▶ [Work order]: In the records that follow, locate every line with "Bazin" and extract it.

▶ [Records for processing]:

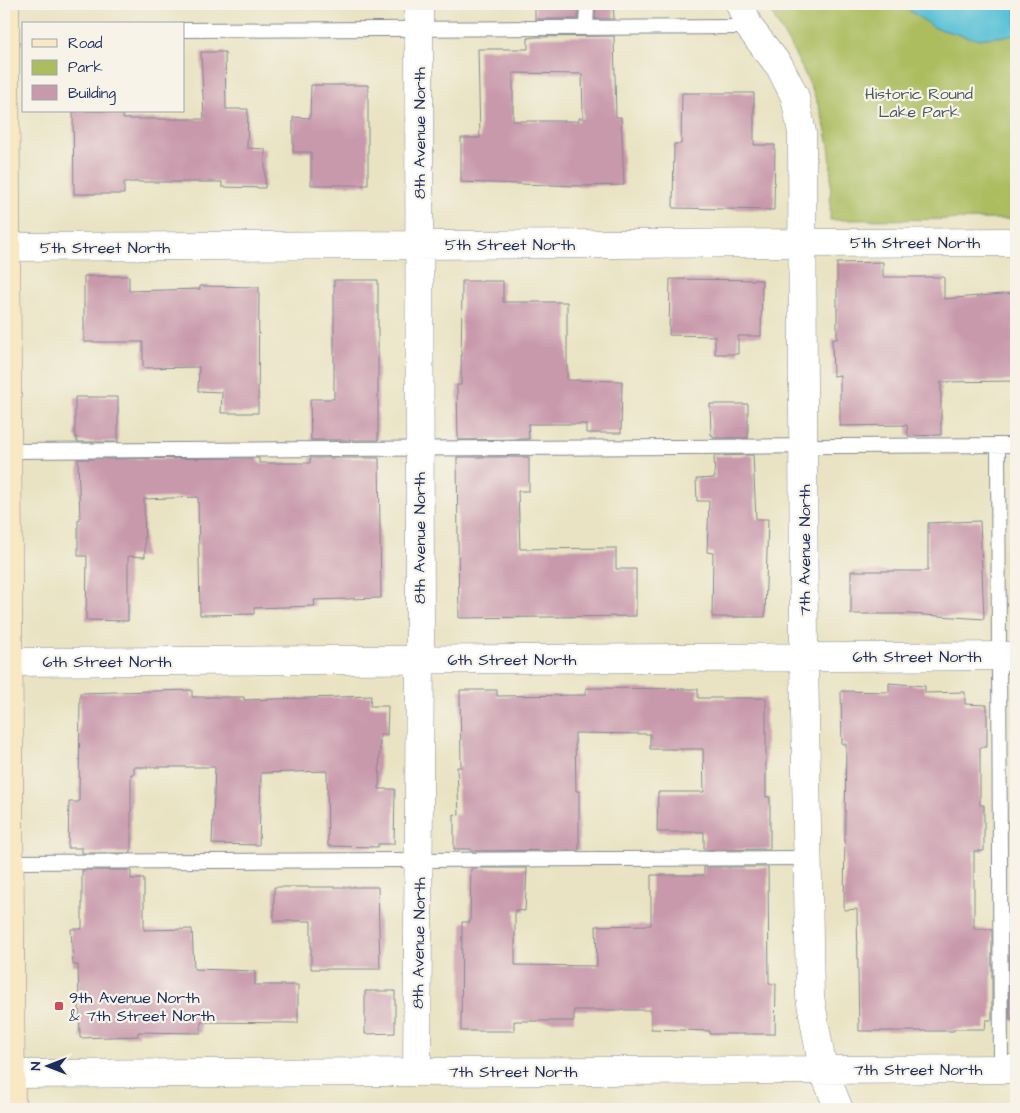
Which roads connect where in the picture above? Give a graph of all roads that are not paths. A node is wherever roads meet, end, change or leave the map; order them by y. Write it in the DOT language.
graph roads {
  1 [pos="5,4"];
  2 [pos="587,4"];
  3 [pos="745,15"];
  4 [pos="419,16"];
  5 [pos="586,28"];
  6 [pos="185,30"];
  7 [pos="9,43"];
  8 [pos="1016,242"];
  9 [pos="802,243"];
  10 [pos="418,245"];
  11 [pos="5,248"];
  12 [pos="998,445"];
  13 [pos="1016,445"];
  14 [pos="804,446"];
  15 [pos="419,449"];
  16 [pos="7,451"];
  17 [pos="6,488"];
  18 [pos="6,619"];
  19 [pos="1008,656"];
  20 [pos="804,657"];
  21 [pos="420,659"];
  22 [pos="8,662"];
  23 [pos="6,750"];
  24 [pos="808,858"];
  25 [pos="419,860"];
  26 [pos="9,862"];
  27 [pos="7,908"];
  28 [pos="1009,1069"];
  29 [pos="823,1070"];
  30 [pos="417,1072"];
  31 [pos="11,1074"];
  32 [pos="11,1109"];
  33 [pos="839,1109"];
  1 -- 7 [label="street"];
  2 -- 5 [label="lane"];
  3 -- 5 [label="lane"];
  3 -- 9 [label="street, 7th Avenue North"];
  4 -- 5 [label="lane"];
  4 -- 6 [label="lane"];
  4 -- 10 [label="street, 8th Avenue North"];
  7 -- 11 [label="street"];
  8 -- 9 [label="street, 5th Street North"];
  9 -- 10 [label="street, 5th Street North"];
  9 -- 14 [label="street, 7th Avenue North"];
  10 -- 11 [label="street, 5th Street North"];
  10 -- 15 [label="street, 8th Avenue North"];
  11 -- 16 [label="street"];
  12 -- 13 [label="lane"];
  12 -- 14 [label="lane"];
  12 -- 19 [label="lane"];
  14 -- 15 [label="lane"];
  14 -- 20 [label="street, 7th Avenue North"];
  15 -- 16 [label="lane"];
  15 -- 21 [label="street, 8th Avenue North"];
  16 -- 17 [label="street"];
  17 -- 18 [label="street"];
  18 -- 22 [label="street"];
  19 -- 20 [label="street, 6th Street North"];
  19 -- 28 [label="lane"];
  20 -- 21 [label="street, 6th Street North"];
  20 -- 24 [label="street, 7th Avenue North"];
  21 -- 22 [label="street, 6th Street North"];
  21 -- 25 [label="street, 8th Avenue North"];
  22 -- 23 [label="street"];
  23 -- 26 [label="street"];
  24 -- 25 [label="lane"];
  24 -- 29 [label="street, 7th Avenue North"];
  25 -- 26 [label="lane"];
  25 -- 30 [label="street, 8th Avenue North"];
  26 -- 27 [label="street"];
  27 -- 31 [label="street"];
  28 -- 29 [label="street, 7th Street North"];
  29 -- 30 [label="street, 7th Street North"];
  29 -- 33 [label="street, 7th Avenue North"];
  30 -- 31 [label="street, 7th Street North"];
  31 -- 32 [label="street"];
}
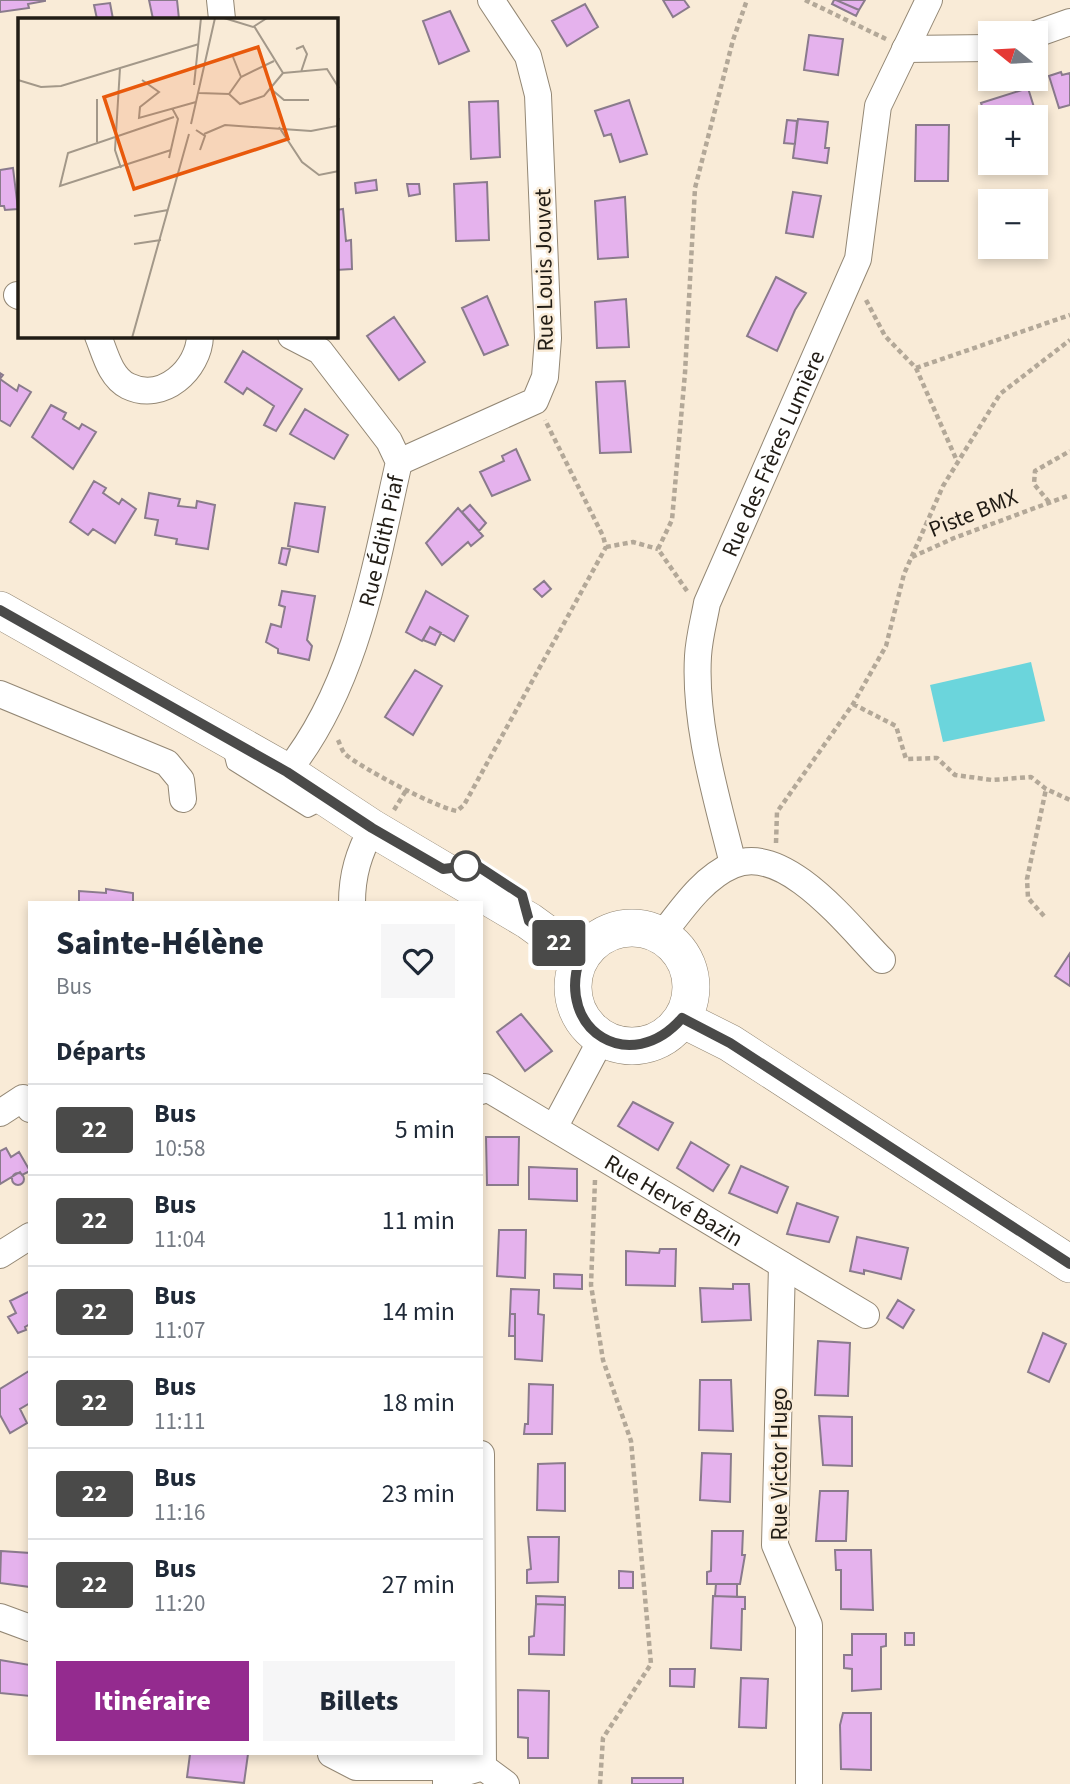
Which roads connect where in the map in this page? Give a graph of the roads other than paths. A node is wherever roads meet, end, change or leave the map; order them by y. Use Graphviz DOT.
graph roads {
  1 [pos="220,0"];
  2 [pos="491,0"];
  3 [pos="929,0"];
  4 [pos="222,18"];
  5 [pos="1070,22"];
  6 [pos="1048,30"];
  7 [pos="978,48"];
  8 [pos="905,49"];
  9 [pos="99,338"];
  10 [pos="200,338"];
  11 [pos="295,338"];
  12 [pos="399,461"];
  13 [pos="0,610"];
  14 [pos="0,694"];
  15 [pos="227,741"];
  16 [pos="287,772"];
  17 [pos="183,799"];
  18 [pos="330,800"];
  19 [pos="380,824"];
  20 [pos="733,864"];
  21 [pos="352,901"];
  22 [pos="661,936"];
  23 [pos="580,958"];
  24 [pos="882,960"];
  25 [pos="682,1018"];
  26 [pos="602,1038"];
  27 [pos="483,1089"];
  28 [pos="28,1106"];
  29 [pos="0,1113"];
  30 [pos="554,1128"];
  31 [pos="28,1237"];
  32 [pos="0,1255"];
  33 [pos="1070,1264"];
  34 [pos="782,1265"];
  35 [pos="866,1315"];
  36 [pos="0,1617"];
  37 [pos="28,1627"];
  38 [pos="333,1755"];
  39 [pos="483,1755"];
  40 [pos="483,1767"];
  41 [pos="446,1784"];
  42 [pos="506,1784"];
  43 [pos="809,1784"];
  1 -- 4 [label="street"];
  2 -- 12 [label="street, Rue Louis Jouvet"];
  3 -- 8 [label="street, Rue des Frères Lumière"];
  5 -- 6 [label="street"];
  7 -- 8 [label="street"];
  8 -- 20 [label="street, Rue des Frères Lumière"];
  9 -- 10 [label="street"];
  11 -- 12 [label="street, Rue Édith Piaf"];
  12 -- 16 [label="street, Rue Édith Piaf"];
  13 -- 15 [label="main road"];
  14 -- 17 [label="street"];
  15 -- 16 [label="main road"];
  15 -- 18 [label="lane"];
  16 -- 18 [label="main road"];
  18 -- 19 [label="main road"];
  19 -- 21 [label="street"];
  19 -- 23 [label="main road"];
  20 -- 22 [label="street"];
  20 -- 24 [label="street"];
  22 -- 23 [label="main road"];
  22 -- 25 [label="main road"];
  23 -- 26 [label="main road"];
  25 -- 26 [label="main road"];
  25 -- 33 [label="main road"];
  26 -- 30 [label="street"];
  27 -- 30 [label="street, Rue Hervé Bazin"];
  28 -- 29 [label="street"];
  30 -- 34 [label="street, Rue Hervé Bazin"];
  31 -- 32 [label="street"];
  34 -- 35 [label="street, Rue Hervé Bazin"];
  34 -- 43 [label="street, Rue Victor Hugo"];
  36 -- 37 [label="street"];
  38 -- 40 [label="street"];
  39 -- 40 [label="street"];
  40 -- 41 [label="street"];
  40 -- 42 [label="street"];
}
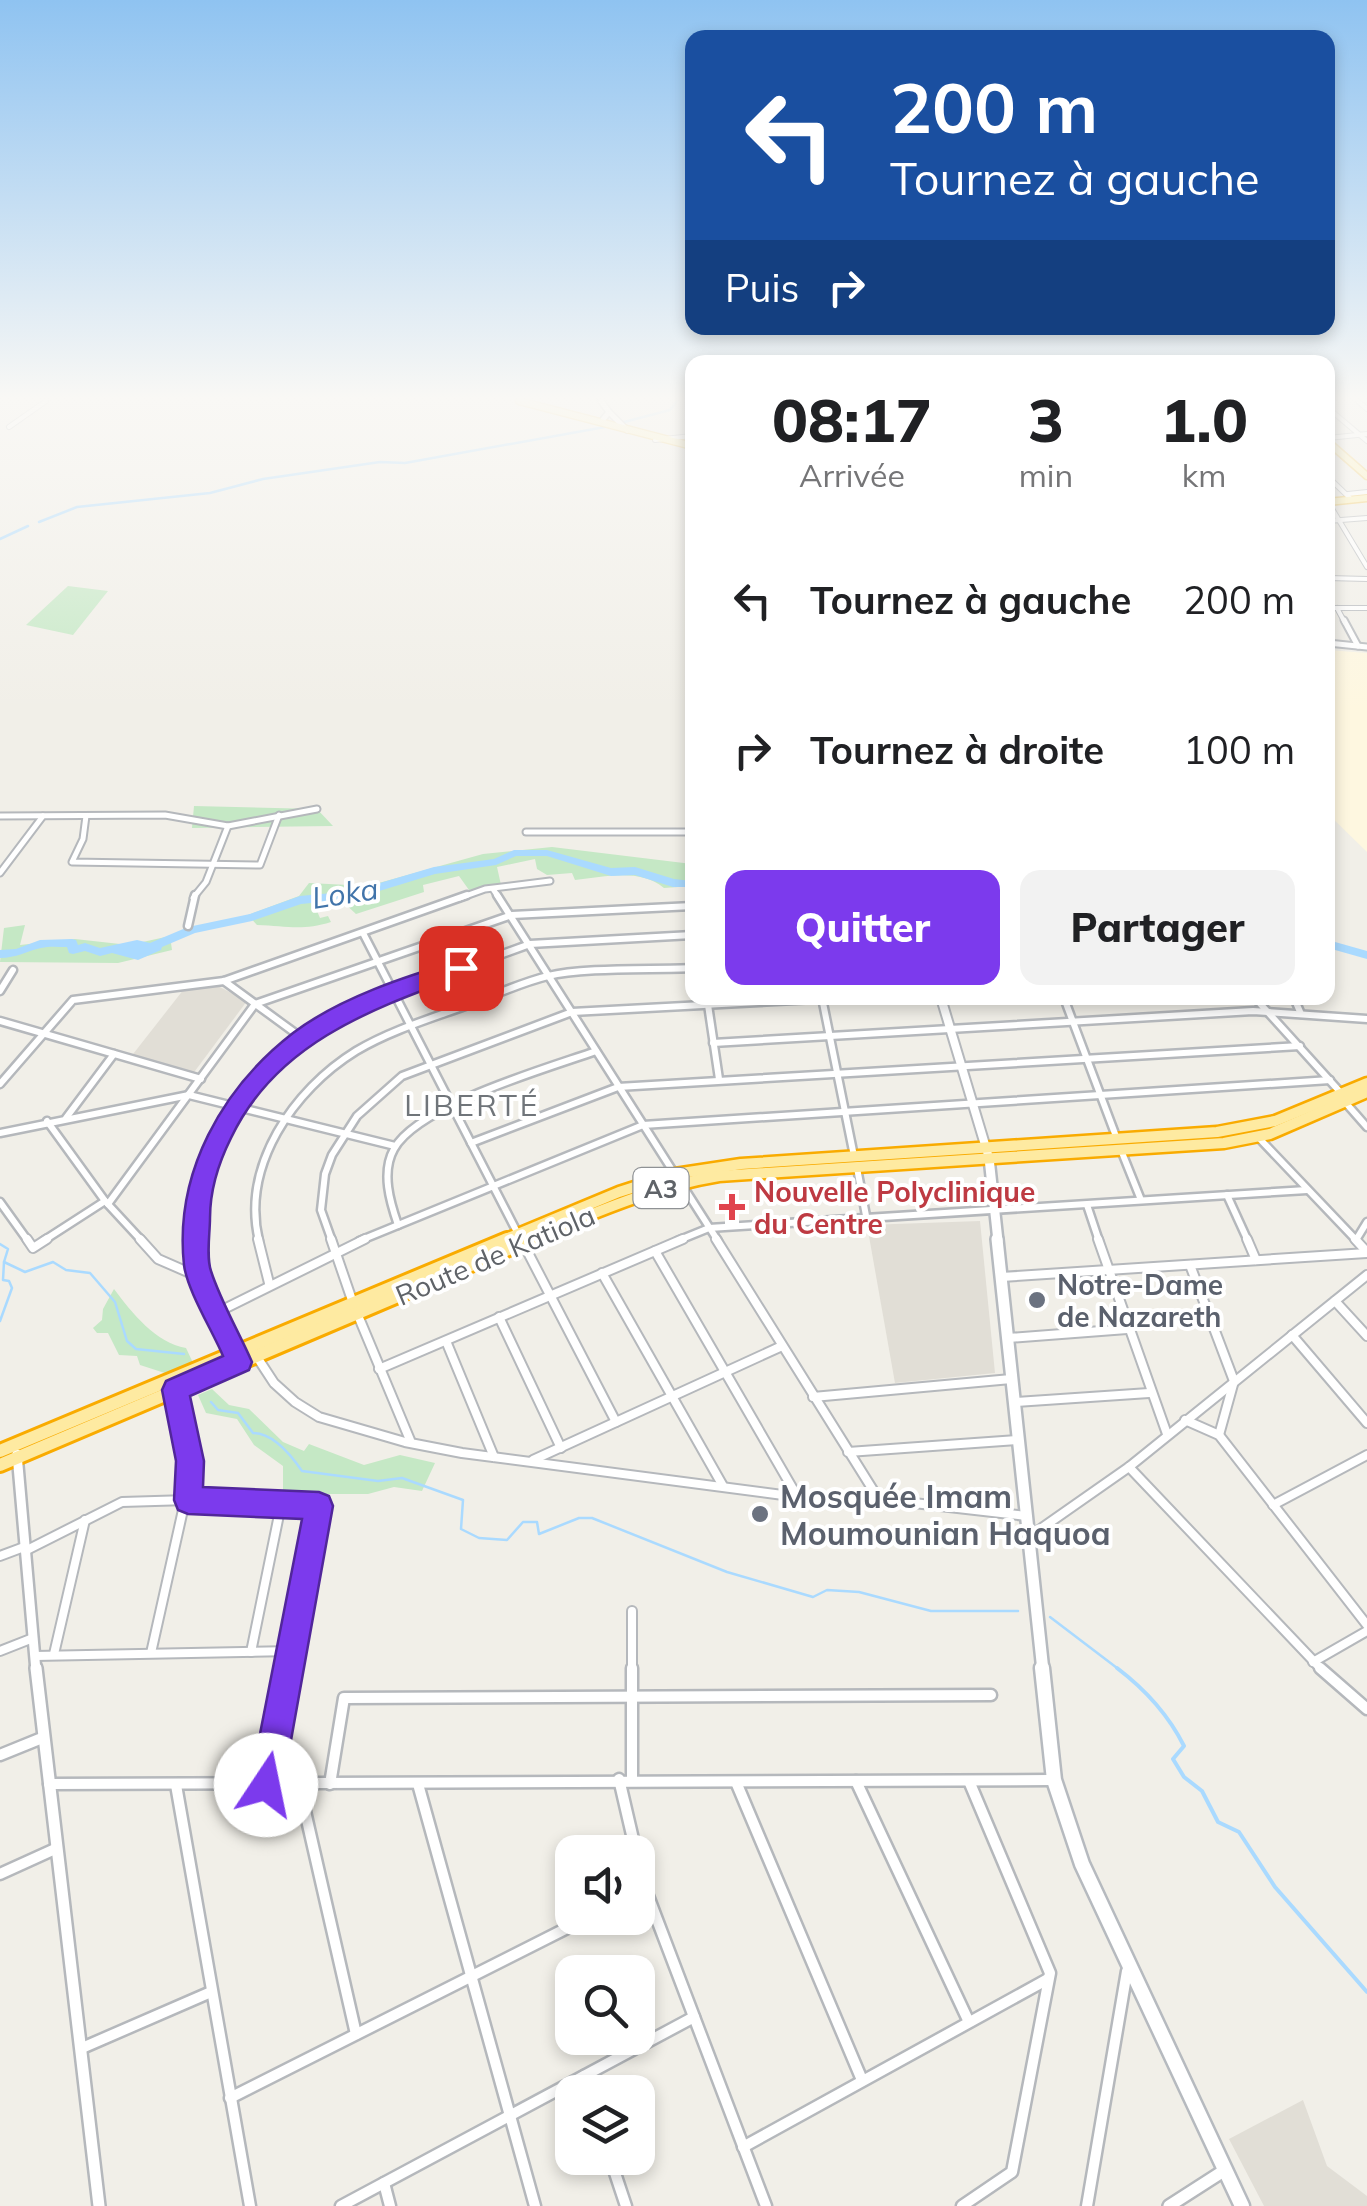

▶ [Your solution]:
  27 -- 30 [label="street, Rue Hervé Bazin"];
  30 -- 34 [label="street, Rue Hervé Bazin"];
  34 -- 35 [label="street, Rue Hervé Bazin"];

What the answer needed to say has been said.